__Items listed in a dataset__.
• • • • • • •

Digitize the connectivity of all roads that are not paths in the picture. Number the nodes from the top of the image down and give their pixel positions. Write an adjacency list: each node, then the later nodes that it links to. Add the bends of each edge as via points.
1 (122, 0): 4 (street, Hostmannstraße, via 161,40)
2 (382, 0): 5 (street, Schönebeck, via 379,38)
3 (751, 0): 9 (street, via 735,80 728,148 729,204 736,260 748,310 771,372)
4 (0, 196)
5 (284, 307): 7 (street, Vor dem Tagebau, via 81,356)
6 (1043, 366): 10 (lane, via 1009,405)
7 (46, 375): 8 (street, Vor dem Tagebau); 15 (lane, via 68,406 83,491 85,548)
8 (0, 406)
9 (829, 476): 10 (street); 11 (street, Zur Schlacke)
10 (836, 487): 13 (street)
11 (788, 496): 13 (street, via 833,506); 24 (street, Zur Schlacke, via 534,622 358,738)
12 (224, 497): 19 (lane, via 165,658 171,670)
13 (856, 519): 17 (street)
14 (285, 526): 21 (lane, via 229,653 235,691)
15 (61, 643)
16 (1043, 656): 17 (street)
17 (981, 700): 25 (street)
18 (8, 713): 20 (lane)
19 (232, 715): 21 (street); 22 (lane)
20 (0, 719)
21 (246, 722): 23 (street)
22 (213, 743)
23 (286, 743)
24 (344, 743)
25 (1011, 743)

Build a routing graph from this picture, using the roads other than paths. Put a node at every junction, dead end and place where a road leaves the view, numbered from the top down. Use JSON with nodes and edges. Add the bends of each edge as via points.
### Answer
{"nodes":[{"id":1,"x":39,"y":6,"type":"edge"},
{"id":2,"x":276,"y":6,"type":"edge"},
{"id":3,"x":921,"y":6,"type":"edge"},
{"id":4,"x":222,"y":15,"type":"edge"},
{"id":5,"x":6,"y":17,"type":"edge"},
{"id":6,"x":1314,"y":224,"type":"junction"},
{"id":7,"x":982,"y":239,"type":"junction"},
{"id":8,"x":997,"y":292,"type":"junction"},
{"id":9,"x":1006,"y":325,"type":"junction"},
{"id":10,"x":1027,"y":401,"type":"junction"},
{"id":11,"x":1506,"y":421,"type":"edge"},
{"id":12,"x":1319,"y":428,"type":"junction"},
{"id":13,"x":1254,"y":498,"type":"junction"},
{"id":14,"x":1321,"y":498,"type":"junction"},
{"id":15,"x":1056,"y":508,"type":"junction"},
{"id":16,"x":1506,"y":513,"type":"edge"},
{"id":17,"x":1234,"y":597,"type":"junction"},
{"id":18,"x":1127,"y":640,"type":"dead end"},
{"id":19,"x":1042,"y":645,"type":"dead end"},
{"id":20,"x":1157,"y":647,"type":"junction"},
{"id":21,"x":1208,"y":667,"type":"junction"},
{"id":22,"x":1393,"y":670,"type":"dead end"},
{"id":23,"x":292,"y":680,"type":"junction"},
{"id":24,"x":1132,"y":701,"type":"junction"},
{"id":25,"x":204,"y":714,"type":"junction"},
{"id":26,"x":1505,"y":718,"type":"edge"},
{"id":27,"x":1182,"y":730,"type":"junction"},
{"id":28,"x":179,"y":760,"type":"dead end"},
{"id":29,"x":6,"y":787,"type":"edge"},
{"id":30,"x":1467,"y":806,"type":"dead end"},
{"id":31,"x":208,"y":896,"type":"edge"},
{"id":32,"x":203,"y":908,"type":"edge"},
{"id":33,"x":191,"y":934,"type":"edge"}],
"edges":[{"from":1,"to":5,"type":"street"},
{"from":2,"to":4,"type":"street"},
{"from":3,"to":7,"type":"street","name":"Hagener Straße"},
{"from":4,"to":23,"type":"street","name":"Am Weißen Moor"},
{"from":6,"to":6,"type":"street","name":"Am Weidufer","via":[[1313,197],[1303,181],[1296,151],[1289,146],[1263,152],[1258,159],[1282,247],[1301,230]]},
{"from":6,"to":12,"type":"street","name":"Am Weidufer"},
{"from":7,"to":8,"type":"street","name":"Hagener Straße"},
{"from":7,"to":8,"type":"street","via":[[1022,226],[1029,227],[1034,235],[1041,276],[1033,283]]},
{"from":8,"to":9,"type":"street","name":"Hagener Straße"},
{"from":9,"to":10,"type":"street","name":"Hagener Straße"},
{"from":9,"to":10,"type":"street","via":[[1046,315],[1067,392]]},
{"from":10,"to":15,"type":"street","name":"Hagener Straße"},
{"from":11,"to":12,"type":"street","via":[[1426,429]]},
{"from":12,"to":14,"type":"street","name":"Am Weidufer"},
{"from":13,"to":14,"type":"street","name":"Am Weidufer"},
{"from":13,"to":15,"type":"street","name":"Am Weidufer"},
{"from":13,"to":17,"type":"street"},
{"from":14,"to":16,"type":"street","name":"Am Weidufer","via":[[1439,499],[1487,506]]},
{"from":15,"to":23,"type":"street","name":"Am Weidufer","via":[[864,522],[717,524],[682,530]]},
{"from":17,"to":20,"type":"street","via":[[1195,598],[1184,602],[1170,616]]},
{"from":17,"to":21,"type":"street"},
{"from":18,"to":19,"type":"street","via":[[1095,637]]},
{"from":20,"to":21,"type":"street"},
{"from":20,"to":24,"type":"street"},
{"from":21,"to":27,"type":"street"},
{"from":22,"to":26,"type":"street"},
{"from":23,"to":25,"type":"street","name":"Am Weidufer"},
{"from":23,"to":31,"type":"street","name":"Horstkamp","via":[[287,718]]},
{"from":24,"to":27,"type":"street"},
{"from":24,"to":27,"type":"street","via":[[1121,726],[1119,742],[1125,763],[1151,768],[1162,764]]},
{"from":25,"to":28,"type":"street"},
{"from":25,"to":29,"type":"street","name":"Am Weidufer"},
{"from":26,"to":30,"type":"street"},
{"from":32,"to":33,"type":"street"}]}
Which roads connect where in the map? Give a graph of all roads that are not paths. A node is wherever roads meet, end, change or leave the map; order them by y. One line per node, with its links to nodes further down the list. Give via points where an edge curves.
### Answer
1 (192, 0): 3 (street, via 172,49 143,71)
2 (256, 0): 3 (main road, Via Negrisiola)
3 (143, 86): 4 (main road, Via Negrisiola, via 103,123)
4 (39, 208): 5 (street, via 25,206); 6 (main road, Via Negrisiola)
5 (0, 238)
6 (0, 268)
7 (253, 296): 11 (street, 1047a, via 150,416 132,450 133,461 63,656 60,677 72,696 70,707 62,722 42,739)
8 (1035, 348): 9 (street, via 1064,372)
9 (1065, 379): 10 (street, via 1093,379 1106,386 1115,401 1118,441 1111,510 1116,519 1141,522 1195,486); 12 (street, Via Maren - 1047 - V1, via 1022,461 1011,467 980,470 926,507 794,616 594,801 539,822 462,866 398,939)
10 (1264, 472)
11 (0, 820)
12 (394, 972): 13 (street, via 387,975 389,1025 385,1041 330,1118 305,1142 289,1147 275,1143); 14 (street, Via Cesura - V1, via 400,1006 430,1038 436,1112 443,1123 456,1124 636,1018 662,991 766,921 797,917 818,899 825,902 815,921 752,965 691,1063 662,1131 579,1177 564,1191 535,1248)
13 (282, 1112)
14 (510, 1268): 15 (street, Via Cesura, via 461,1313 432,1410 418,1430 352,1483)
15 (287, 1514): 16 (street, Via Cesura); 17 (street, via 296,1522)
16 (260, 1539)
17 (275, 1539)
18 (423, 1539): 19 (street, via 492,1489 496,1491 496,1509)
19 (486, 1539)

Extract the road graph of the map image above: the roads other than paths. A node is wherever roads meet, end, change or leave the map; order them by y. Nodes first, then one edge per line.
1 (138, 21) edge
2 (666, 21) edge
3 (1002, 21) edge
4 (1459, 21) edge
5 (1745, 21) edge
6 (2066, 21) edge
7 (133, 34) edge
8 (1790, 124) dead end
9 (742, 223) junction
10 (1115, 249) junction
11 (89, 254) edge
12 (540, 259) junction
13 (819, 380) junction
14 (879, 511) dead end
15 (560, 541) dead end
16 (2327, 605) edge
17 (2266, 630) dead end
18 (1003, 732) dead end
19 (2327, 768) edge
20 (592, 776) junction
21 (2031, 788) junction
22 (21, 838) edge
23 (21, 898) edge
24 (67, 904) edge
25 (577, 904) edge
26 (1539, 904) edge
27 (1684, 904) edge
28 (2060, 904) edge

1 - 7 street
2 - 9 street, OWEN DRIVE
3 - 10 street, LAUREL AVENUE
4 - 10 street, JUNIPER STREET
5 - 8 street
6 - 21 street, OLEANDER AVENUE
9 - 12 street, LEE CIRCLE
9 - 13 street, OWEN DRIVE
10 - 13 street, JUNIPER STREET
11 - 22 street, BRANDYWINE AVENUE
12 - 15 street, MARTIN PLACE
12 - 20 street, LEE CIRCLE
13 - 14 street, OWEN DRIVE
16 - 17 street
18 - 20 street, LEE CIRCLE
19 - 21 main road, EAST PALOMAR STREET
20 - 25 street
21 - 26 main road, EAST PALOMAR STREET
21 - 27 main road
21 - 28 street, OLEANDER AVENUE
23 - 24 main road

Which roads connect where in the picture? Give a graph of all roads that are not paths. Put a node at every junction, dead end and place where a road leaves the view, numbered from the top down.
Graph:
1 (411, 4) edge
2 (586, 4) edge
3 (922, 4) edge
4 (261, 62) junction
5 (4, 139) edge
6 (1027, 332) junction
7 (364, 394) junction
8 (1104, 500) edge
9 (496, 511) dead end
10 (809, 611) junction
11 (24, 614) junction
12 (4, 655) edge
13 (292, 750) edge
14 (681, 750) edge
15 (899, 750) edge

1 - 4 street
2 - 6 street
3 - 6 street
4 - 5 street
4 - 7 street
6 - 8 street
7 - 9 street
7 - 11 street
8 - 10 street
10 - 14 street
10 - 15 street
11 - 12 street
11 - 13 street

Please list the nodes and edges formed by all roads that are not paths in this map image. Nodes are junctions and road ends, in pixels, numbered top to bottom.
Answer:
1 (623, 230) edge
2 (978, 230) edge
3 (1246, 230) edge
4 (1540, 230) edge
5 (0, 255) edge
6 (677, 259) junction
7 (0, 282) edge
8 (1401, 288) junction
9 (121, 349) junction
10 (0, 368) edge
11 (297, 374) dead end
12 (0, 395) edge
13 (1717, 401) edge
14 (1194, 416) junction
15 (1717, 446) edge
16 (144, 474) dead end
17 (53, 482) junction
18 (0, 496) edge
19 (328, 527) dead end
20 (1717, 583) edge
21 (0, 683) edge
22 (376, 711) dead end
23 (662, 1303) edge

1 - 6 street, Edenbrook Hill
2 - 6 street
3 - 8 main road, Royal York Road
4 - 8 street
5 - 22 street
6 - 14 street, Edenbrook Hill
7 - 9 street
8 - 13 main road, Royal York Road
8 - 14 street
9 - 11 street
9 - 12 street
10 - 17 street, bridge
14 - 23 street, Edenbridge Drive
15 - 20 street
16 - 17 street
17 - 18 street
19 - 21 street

• • • • • • •

__Exercise aim__.
Copy out, from the data above, each line where the string "OLEANDER" is present.

__Answer to this problem__.
6 - 21 street, OLEANDER AVENUE
21 - 28 street, OLEANDER AVENUE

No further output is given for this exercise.